Pilgrimage towards Peace
I couldn't sleep last night. With my husband out of state on business, and a little one next to me in bed, I tossed and turned. Seeing the votes come in, I kept whispering to myself, "It's going to be okay. It's going to be okay." State after state went red – even the swing states – and I finished a novel, willing my body to rest, and my mind to calm down.
It wouldn't calm down, because I knew it wouldn't be okay.
I was lying to myself, begging my body to sleep, and it couldn't.
When I woke up the next morning, bleary-eyed, I didn't know if I had the strength to go through the motions and get my kids ready for school. To tell them the news. To watch them wrestle with the same anger and grief I was.
I did, though, because women can do it all with a broken heart. After they left I called my husband to lament. I washed dishes and folded blankets and picked up toys. I worked out, and ate cold pie, and stood at my kitchen counter, sobbing, with tepid coffee in my hands. I saw this quote online and cried even harder:
"It looks hopeless
because the hope was sucked out of the room.
Kind of a good news / bad news situation.
The good news is there's a door.
The bad news is that it's difficult to open.
Do you remember when we were kids
running down the hill,
now knowing if our legs could carry us?
This is how you must continue.
Wildly, wildly.
Unafraid of what will surely come."
Kate J Baer (From and Yet)
As hot tears rolled down my cheeks, I heard the college bells chime in the distance. Pausing, I let their chimes settle deep into my chest and calm me down. I was cold and exhausted, not just physically, but emotionally, so I got back into bed under my weighted blanket and tried to will peace into my soul.
Conjuring peace however, isn't something I'm good at. So I lay under three blankets and tried to feel warm again with no success. For days, I had fooled myself into thinking there was hope. With the shades pulled down and the room unnaturally dim, I lay wondering what it would take for our country to actually find our way forward. To find peace by wrapping our arms around people rather than closing our borders. To find love by praising our differences rather than belittling those who are different. To find joy through unity rather than hatred through division. To find courage by defining "American" differently than we have in the past.
With heavy eyelids, I hid away and grieved until the chimes rung out again from the college campus. Hadn't they just sounded? Why were they ringing again? My soul stirred. The hope may have been sucked out of the room, but I could choose whether it was taken from me. I remembered my husband's suggestion to read Psalm 37, so wearily I pulled it out.

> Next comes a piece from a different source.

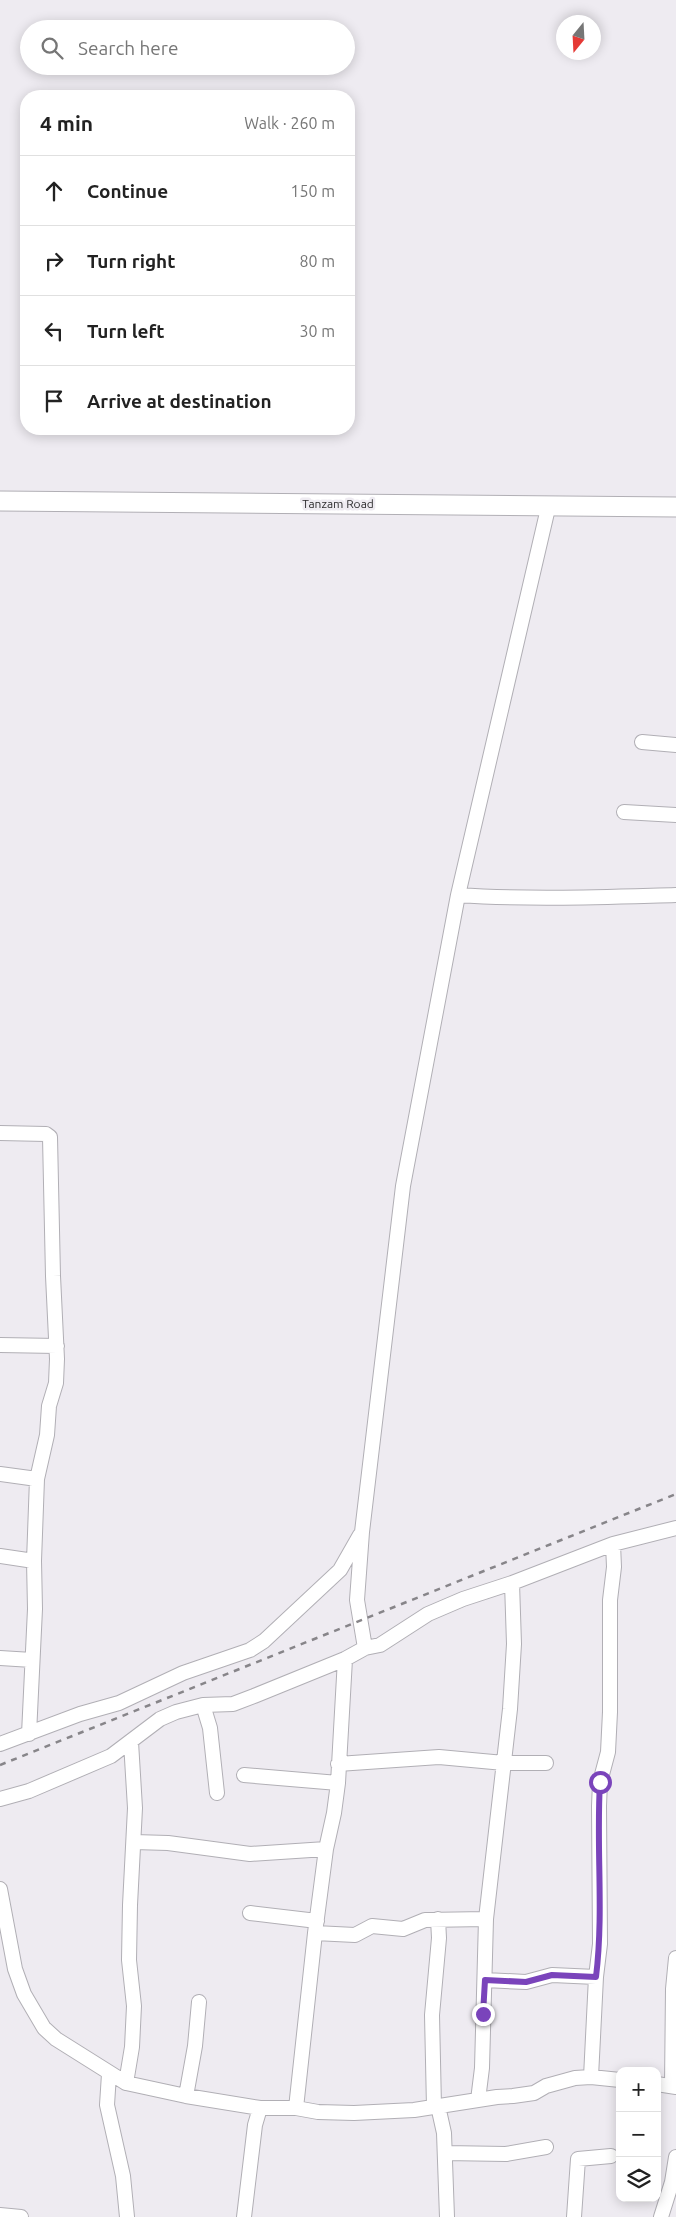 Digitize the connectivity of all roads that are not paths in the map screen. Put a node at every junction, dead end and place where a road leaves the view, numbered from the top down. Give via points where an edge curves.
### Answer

If you too feel like your hope has been lost, may Psalm 37 be your way of grabbing wildly for what little remains. Your chimes that get you out of bed. Your poem that reminds you to be unafraid. Your cold pie at the kitchen counter as you cry. Though evil men have risen victorious throughout history, our hope is in the Lord, and no one – no matter how many electoral votes they received yesterday – can take that from us.